SC member Brett Cannon had
some "personal feedback
" about the updated proposal. In his
opinion,
there are too many ways to enable and disable the feature. In particular,
he found
the enable_lazy_imports_in_module()
API to be "too magical
". It was meant
for SciPy use cases, Méndez Bravo said,
so that individual modules could control their imports without impacting
the rest of an application, but Cannon said that since those modules would
already
need to be modified, they should be changed to do something more explicit. The
PEP authors seem to have agreed with that, since that call was removed
from
the final version of the PEP.
The conversation then languished for a month before another SC member, Petr Viktorin, picked the conversation back up in mid-November. Once again, he was speaking for himself and not the committee; he had concerns about modifying the Python dict object to support the feature. Because the PEP specifies that lazy imports are to be transparent, dictionary lookup is changed to handle lazy objects that represent modules that have not (yet) actually been imported, as described in the Implementation section of the PEP. The Rationale section explains the intended behavior:
The aim of this feature is to make imports transparently lazy. "Lazy" means that the import of a module (execution of the module body and addition of the module object to sys.modules) should not occur until the module (or a name imported from it) is actually referenced during execution. "Transparent" means that besides the delayed import (and necessarily observable effects of that, such as delayed import side effects and changes to sys.modules), there is no other observable change in behavior: the imported object is present in the module namespace as normal and is transparently loaded whenever first used: its status as a "lazy imported object" is not directly observable from Python or from C extension code.
The lazy objects are stored in a module's symbol dictionary (i.e. module.__dict__); in order to ensure that any code that digs around in the module dictionary cannot expose the lazy objects, the underlying dictionary code must be changed. Viktorin was concerned that the behavior could be an obstacle for dictionary optimizations and features in the future. Méndez Bravo agreed that there was a bit of complexity added to the dictionary code, but thought that it was manageable—and that doing things that way was better than other alternatives that had been tried in the Cinder CPython fork where the lazy imports work began. Meta was able to achieve up to 70% reduction in startup times on Python command-line tools using Cinder's lazy imports.
PEP rejected
On December 2, Gregory P. Smith posted the steering council's decision to reject the PEP. The main reason was the effect that it would have on the Python user community:
But a problem we deem significant when adding lazy imports as a language feature is that it becomes a split in the community over how imports work. A need to test code both ways in both traditional and lazy import setups arises. It creates a divergence between projects who expect and rely upon import time code execution and those who forbid it. It also introduces the possibility of unexpected import related exceptions occurring in code at the time of first use virtually anywhere. Such exceptions could bubble up from transitive dependency first use in unanticipated places.A world in which Python only supported imports behaving in a lazy manner would likely be great. But we cannot rewrite history and make that happen. As we do not envision the Python [language] transitioning to a world where lazy imports are the default, let alone only, import behavior. Thus introducing this concept would add complexity to our ecosystem.
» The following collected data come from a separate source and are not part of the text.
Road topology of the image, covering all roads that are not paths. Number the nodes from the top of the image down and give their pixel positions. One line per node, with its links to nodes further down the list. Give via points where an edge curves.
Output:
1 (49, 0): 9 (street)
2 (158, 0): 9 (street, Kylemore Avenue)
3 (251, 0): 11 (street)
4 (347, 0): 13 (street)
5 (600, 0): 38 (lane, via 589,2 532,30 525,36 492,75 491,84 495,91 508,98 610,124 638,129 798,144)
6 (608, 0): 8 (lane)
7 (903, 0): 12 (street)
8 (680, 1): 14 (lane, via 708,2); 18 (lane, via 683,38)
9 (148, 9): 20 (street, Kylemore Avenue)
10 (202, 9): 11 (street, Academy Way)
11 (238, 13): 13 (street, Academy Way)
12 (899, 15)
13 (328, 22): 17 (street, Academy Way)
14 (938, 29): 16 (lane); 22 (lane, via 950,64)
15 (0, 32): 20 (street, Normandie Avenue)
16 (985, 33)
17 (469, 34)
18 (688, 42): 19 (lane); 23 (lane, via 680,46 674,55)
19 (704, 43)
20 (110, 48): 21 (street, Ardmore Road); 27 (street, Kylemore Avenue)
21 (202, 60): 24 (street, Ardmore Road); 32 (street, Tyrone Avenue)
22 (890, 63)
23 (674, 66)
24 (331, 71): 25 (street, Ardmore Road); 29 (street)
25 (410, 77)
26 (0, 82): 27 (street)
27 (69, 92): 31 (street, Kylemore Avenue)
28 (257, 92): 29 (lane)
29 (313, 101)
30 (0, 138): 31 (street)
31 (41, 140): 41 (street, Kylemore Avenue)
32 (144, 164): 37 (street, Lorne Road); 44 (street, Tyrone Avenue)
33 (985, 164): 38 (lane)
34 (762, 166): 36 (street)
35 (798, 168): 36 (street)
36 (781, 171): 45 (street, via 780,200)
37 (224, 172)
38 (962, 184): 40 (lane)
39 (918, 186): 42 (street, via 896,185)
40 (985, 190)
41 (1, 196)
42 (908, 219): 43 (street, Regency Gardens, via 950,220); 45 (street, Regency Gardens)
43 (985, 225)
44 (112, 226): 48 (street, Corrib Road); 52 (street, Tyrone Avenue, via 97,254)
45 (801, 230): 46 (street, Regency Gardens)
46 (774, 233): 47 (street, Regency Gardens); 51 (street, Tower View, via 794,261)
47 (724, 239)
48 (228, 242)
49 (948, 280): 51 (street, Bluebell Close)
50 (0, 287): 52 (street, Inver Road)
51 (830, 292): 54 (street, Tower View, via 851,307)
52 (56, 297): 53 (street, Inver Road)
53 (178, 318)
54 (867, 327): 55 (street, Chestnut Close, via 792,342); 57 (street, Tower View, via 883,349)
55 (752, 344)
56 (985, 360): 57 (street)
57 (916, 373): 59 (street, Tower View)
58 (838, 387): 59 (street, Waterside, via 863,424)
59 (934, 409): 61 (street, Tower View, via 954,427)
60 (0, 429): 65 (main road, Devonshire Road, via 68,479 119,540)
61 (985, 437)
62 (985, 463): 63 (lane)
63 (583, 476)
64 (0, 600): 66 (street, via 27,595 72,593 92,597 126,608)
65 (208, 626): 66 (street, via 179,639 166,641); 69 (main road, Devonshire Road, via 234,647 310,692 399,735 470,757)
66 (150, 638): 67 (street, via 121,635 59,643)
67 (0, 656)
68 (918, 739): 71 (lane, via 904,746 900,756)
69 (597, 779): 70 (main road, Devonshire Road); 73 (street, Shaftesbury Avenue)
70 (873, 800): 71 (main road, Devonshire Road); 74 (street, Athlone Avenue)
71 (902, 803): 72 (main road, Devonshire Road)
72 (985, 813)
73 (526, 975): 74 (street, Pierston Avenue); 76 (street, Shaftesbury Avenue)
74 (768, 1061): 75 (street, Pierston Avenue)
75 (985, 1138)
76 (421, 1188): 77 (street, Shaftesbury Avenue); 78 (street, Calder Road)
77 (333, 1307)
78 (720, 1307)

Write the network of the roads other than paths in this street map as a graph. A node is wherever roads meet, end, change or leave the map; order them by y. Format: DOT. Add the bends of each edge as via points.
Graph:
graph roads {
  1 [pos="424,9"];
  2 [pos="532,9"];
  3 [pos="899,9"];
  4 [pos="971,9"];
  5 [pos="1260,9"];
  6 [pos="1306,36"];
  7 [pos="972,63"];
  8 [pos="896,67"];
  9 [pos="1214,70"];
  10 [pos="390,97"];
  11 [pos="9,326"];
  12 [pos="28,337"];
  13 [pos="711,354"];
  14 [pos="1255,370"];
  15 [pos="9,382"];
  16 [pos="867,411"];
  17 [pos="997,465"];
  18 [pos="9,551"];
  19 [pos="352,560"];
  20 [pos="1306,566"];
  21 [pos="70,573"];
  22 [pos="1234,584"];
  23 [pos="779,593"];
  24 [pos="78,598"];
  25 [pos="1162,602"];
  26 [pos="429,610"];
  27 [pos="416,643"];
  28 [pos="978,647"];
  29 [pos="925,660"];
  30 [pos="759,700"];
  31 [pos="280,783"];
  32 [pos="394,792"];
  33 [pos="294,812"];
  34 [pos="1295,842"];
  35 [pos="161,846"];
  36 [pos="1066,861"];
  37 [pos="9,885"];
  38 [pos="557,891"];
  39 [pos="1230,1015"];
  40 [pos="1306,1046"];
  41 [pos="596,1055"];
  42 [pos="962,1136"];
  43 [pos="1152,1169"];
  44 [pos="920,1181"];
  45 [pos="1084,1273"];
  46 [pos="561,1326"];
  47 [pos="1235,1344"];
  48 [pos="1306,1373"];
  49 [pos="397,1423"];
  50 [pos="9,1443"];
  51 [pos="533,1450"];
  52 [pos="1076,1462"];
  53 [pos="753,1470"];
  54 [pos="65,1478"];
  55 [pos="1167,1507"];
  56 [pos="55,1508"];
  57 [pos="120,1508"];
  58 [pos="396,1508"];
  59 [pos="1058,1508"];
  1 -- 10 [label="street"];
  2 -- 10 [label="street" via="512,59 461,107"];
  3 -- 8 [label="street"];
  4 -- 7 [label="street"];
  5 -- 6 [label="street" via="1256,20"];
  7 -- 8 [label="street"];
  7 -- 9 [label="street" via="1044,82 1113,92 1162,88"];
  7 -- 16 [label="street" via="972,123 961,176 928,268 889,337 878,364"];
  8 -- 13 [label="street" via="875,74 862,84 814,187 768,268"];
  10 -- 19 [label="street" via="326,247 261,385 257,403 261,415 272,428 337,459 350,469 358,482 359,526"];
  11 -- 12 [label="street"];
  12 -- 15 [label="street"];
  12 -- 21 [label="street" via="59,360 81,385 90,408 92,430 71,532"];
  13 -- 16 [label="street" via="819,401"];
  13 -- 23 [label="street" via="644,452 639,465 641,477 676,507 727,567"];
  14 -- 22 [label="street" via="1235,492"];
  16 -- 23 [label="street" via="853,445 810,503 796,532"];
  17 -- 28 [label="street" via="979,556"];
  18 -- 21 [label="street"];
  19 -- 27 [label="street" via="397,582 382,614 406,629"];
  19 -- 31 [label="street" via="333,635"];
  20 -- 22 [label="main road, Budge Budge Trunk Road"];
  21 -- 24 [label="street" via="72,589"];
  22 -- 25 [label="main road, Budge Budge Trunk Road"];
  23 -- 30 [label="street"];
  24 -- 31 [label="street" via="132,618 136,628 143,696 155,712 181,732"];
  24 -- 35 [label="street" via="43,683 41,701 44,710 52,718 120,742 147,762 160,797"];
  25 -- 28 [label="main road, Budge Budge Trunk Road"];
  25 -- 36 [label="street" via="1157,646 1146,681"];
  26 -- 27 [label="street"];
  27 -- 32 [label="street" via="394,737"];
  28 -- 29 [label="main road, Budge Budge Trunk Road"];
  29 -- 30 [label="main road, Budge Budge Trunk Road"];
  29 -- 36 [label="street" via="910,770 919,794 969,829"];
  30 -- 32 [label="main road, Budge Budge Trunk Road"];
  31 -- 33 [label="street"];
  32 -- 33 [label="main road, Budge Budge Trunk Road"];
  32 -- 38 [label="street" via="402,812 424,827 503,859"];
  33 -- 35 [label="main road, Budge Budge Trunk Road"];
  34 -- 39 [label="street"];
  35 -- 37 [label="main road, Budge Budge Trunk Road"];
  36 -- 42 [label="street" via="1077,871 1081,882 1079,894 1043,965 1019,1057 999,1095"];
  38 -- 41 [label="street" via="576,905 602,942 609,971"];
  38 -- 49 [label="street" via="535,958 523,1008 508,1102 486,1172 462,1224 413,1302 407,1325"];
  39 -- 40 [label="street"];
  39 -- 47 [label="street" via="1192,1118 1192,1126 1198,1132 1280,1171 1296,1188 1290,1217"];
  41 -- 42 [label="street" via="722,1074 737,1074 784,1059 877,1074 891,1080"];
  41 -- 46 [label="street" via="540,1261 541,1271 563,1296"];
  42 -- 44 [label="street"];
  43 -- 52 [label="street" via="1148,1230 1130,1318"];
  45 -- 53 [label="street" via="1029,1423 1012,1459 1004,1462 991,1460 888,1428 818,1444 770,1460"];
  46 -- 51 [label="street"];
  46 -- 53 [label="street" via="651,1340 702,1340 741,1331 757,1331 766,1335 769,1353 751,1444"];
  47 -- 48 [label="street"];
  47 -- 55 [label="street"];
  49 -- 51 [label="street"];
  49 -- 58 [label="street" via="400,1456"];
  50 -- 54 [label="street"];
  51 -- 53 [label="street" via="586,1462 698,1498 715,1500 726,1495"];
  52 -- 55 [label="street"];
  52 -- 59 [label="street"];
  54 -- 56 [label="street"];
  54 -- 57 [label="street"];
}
The SC also had some concerns with the implementation described in the PEP, including the changes needed to the dictionary implementation, but ultimately decided that those did not matter; the SC would have said "no" even if those problems were addressed. To a certain extent, though, the SC rejection opened to the floodgates to more discussion of the feature.
Both Guido van Rossum and PEP sponsor Barry Warsaw
expressed
disappointment
with the rejection, though both could understand the council's reasoning
for doing
so. Both also noted that the PEP was the best proposal for the feature
that they
had seen. As Warsaw put it: "It was the best option so far for solving
a common use case, and one that puts pressure on ecosystems to move away
from Python.
" Meyer wondered
if there was any appetite for a revised proposal that changed to
explicitly specifying each use (e.g. lazy import foo)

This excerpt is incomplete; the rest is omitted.